ASSIGNMENT
A complete answer lists every line of the entries below where the string "down" appears.

RECORDED INFORMATION

..........

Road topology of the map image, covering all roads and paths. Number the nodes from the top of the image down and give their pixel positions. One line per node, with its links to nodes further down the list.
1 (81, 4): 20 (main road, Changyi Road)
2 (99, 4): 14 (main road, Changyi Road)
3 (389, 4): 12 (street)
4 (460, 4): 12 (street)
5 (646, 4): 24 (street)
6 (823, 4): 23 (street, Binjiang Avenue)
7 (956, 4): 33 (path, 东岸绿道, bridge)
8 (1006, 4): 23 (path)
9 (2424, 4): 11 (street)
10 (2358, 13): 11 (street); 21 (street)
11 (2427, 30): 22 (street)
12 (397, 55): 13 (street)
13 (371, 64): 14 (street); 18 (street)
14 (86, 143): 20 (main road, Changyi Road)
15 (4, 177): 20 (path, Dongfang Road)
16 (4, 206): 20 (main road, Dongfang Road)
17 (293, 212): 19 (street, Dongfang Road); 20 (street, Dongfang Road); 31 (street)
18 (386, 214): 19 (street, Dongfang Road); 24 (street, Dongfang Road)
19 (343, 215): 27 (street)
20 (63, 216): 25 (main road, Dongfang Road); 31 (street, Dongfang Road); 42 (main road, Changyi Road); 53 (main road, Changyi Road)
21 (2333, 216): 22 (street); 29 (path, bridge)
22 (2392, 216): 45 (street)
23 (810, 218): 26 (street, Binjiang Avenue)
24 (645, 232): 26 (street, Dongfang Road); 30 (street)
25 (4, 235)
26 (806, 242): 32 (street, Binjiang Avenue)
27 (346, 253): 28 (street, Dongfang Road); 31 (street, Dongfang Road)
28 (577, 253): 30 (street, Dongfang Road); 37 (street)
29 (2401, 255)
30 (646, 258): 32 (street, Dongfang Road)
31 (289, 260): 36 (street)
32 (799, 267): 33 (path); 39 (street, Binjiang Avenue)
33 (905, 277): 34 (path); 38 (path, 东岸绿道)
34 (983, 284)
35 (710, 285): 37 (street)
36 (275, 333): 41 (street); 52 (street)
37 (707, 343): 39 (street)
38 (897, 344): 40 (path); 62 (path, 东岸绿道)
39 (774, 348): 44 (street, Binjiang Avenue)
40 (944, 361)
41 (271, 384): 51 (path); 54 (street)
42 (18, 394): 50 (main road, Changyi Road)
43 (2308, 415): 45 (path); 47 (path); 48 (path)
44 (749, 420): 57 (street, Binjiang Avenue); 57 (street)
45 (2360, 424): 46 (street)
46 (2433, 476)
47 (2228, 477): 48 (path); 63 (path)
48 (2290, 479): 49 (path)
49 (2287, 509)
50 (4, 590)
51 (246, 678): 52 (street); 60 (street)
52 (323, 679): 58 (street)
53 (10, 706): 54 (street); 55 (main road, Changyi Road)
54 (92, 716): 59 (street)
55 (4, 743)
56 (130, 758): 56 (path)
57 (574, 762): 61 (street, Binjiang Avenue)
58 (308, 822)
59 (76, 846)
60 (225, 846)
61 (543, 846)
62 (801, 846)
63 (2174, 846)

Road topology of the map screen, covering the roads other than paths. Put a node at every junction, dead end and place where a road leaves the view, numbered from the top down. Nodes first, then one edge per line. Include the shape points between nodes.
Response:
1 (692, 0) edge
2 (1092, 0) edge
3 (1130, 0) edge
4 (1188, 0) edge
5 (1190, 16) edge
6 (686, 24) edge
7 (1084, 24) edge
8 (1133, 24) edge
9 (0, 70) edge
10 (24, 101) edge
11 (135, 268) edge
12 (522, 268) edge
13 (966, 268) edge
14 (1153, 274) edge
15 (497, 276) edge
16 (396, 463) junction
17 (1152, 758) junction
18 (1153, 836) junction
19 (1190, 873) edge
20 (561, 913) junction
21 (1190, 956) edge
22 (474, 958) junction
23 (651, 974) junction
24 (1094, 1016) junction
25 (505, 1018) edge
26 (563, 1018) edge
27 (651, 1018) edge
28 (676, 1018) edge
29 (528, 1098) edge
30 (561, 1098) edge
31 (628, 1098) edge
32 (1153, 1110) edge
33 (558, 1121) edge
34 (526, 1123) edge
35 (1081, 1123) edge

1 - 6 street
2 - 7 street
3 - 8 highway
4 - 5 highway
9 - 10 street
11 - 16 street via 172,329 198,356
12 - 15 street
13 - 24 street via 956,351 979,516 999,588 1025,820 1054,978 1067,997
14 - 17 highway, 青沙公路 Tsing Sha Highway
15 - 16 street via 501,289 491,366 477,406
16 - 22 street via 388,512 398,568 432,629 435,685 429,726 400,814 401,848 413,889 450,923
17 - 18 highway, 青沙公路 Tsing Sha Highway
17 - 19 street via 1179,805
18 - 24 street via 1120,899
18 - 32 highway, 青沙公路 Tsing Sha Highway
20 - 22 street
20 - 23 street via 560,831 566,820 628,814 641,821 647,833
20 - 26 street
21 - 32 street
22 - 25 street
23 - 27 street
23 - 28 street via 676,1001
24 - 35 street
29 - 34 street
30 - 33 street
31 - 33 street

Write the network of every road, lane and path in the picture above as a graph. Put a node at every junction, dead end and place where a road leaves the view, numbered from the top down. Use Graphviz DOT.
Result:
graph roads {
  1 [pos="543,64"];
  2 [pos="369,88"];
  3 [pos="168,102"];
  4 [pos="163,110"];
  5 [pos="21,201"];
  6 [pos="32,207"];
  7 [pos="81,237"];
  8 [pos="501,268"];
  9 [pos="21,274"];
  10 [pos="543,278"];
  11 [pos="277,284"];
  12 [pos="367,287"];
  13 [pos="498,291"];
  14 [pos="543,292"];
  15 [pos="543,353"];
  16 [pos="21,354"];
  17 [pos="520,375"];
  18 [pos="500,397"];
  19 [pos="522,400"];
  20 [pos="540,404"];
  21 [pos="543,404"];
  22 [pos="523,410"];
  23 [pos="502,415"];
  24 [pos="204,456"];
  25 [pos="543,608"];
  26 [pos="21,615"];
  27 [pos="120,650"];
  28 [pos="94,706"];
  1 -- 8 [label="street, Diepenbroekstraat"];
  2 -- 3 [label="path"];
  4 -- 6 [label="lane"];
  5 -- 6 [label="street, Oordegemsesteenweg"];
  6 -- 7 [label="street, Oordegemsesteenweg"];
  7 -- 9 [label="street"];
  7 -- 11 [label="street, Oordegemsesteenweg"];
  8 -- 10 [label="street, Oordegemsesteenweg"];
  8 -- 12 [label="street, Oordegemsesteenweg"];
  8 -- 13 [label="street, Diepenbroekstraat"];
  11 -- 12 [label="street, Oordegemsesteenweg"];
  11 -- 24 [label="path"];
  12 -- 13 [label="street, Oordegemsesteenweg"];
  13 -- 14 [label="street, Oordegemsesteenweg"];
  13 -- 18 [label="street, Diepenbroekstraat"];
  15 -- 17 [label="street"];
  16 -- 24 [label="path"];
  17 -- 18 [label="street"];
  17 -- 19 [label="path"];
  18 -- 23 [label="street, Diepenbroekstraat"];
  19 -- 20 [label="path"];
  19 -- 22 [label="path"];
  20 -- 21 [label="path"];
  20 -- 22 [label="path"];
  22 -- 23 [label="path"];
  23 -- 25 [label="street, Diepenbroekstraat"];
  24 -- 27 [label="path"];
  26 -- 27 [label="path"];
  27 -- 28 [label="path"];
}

..........

ANSWER TO THIS PROBLEM
Road topology of the map image, covering all roads and paths. Number the nodes from the top of the image down and give their pixel positions. One line per node, with its links to nodes further down the list.
Road topology of the map screen, covering the roads other than paths. Put a node at every junction, dead end and place where a road leaves the view, numbered from the top down. Nodes first, then one edge per line. Include the shape points between nodes.
Write the network of every road, lane and path in the picture above as a graph. Put a node at every junction, dead end and place where a road leaves the view, numbered from the top down. Use Graphviz DOT.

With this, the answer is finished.